Guerrerense de origen y dedicado por años al robo a establecimientos comerciales, Pedro Bello Jaramillo fue un famoso delincuente que se evadió hasta en dos ocasiones de la desaparecida Penitenciaría de Atlacomulco. Un día de 1981 fue presentado a la prensa en la oficina del director de la Policía Judicial (PJ), Luis Villaseñor Quiroga. Se había anotado un éxito y había que publicitarlo. Llamados los reporteros de “la fuente” y uno que otro “metiche” que cubríamos otras áreas de información, vimos a Pedro sentado en el medio de la estancia. Lucía recién bañado, peinado e incluso maquillado, en vano intento por borrar las huellas de la sesión de tortura a la que había sido sometido. No lo amilanó la presencia del jefe policíaco. Antes de que fuera callado por el agente que estaba parado a su espalda, alcanzó a espetarle:

–Tú y yo, pero solos...

De tiempo atrás se sabía que Bello “se la había sentenciada” a Villaseñor. Aprehendido luego de haber asaltado una platería de Taxco, Pedro se quejó con los reporteros:

–Yo aguanto. No chillé cuando me quitaron un coche, dinero y otras cosas (el botín). Pero lo que no se vale es que amenacen a mi mamá y mi señora.

Un año y meses más tarde, el destino puso juntos a Pedro Bello y Luis Villaseñor en la antigua “peni”. Para fortuna del para entonces ex director de la PJ, la barda interna lo separaba de las negras intenciones de Pedro.

El director del centro de reclusión, Jesús Octavio Solís Meraz era reconocido por los reos como un hombre justo. Años después, comentaría al columnista que Pedro le pedía, insistente:

–Jefe, déjeme pasar nomás un rato al otro patio (donde se encontraba Villaseñor, metido en un camper exprofeso llevado al vejo penal).
Naturalmente, Solís se negó a la petición del interno.

Mas si nunca pudo o realmente no se propuso salvar la barda para saltar sobre Villaseñor, el escurrido ladrón sí planeó y ejecutó una de las evasiones más “limpias” de Atlacomulco. Durante meses cavó pacientemente un túnel, escarbó noche tras noche, lo fue apuntalando con tablas de unos treinta centímetros que sacaba de la carpintería del penal, hacía viajes de su celda al patio para tirar y esparcir la tierra que extraía de los bolsillos del pantalón e ideó un “extractor de aire” usando las aspas de una licuadora con los polos invertidos.

Terminado el túnel, aprovechó una que tarde llovía a cántaros. Alcanzó la libertad por un “boquete” pegado a la barda del lado norte, al cual tuvo la precaución de tapar con una piedra. Fue hasta la mañana del día siguiente, en el primer pase de lista, que los custodios se dieron cuenta de que Pedro ya no estaba.

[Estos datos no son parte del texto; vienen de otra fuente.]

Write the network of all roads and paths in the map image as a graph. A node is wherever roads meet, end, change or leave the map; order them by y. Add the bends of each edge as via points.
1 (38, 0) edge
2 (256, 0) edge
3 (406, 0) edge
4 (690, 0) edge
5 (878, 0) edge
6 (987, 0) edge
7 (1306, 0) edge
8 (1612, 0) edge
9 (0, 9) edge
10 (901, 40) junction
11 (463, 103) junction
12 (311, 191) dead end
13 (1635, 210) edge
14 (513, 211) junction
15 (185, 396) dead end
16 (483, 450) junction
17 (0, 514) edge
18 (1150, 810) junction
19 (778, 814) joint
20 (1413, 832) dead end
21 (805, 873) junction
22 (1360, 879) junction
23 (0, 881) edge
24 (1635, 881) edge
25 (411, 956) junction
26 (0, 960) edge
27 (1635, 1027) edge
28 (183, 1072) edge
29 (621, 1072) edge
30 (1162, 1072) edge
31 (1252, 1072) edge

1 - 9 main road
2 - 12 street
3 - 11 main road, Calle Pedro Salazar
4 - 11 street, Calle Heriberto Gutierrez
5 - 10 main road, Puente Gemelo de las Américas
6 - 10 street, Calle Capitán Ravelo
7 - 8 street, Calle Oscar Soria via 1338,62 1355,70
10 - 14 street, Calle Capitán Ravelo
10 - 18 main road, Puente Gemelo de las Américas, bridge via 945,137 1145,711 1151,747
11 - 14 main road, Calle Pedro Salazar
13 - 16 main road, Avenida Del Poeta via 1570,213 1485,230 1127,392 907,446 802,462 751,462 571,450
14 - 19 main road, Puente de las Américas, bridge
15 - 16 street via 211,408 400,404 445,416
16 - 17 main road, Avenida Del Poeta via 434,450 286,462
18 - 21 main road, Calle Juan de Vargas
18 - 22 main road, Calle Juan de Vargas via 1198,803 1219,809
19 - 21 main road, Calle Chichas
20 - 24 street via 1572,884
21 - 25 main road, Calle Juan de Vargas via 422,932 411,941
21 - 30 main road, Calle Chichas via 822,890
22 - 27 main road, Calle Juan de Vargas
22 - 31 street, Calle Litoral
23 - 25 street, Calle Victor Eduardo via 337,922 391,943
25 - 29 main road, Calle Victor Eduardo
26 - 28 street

Mas como quien mal anda, mal acaba, un día Pedro fue muerto en una ciudad del Bajío. Le ganó un policía al que se le hizo sospechoso, disparándole antes de que el delincuente alcanzara a reaccionar.

La historia viene a cuento por otra del mismo Pedro en el panteón de Acapantzingo. Andaba a salto de mata, fuera de Morelos, y Villaseñor estaba empeñado en atraparlo. Así que inventó que la mamá de Pedro había fallecido y sería sepultada en el pequeño panteón de Acapantzingo. El evasivo delincuente cayó en el garlito, acudió al camposanto, brincó la barda chaparra, caminó hacia el grupo de personas que vio junto a una fosa y en ese momento lo atraparon los policías disfrazados de dolientes.

El mismo panteón cuya barda es hoy utilizada para la campaña del candidato del PES a la alcaldía de Cuernavaca, Jorge Argüelles Victorero. Enterado de la protesta de la gente de Acapantzingo, ¿tuvo la humildad de pedir a su pintor de bardas que despintara la propaganda irreverente? Una cuestión de ética que como se cuenta en esta historia hasta los delincuentes suelen tener. El domingo pasé junto a la barda y ahí seguía el letrero con el nombre de Argüelles. (Me leen después).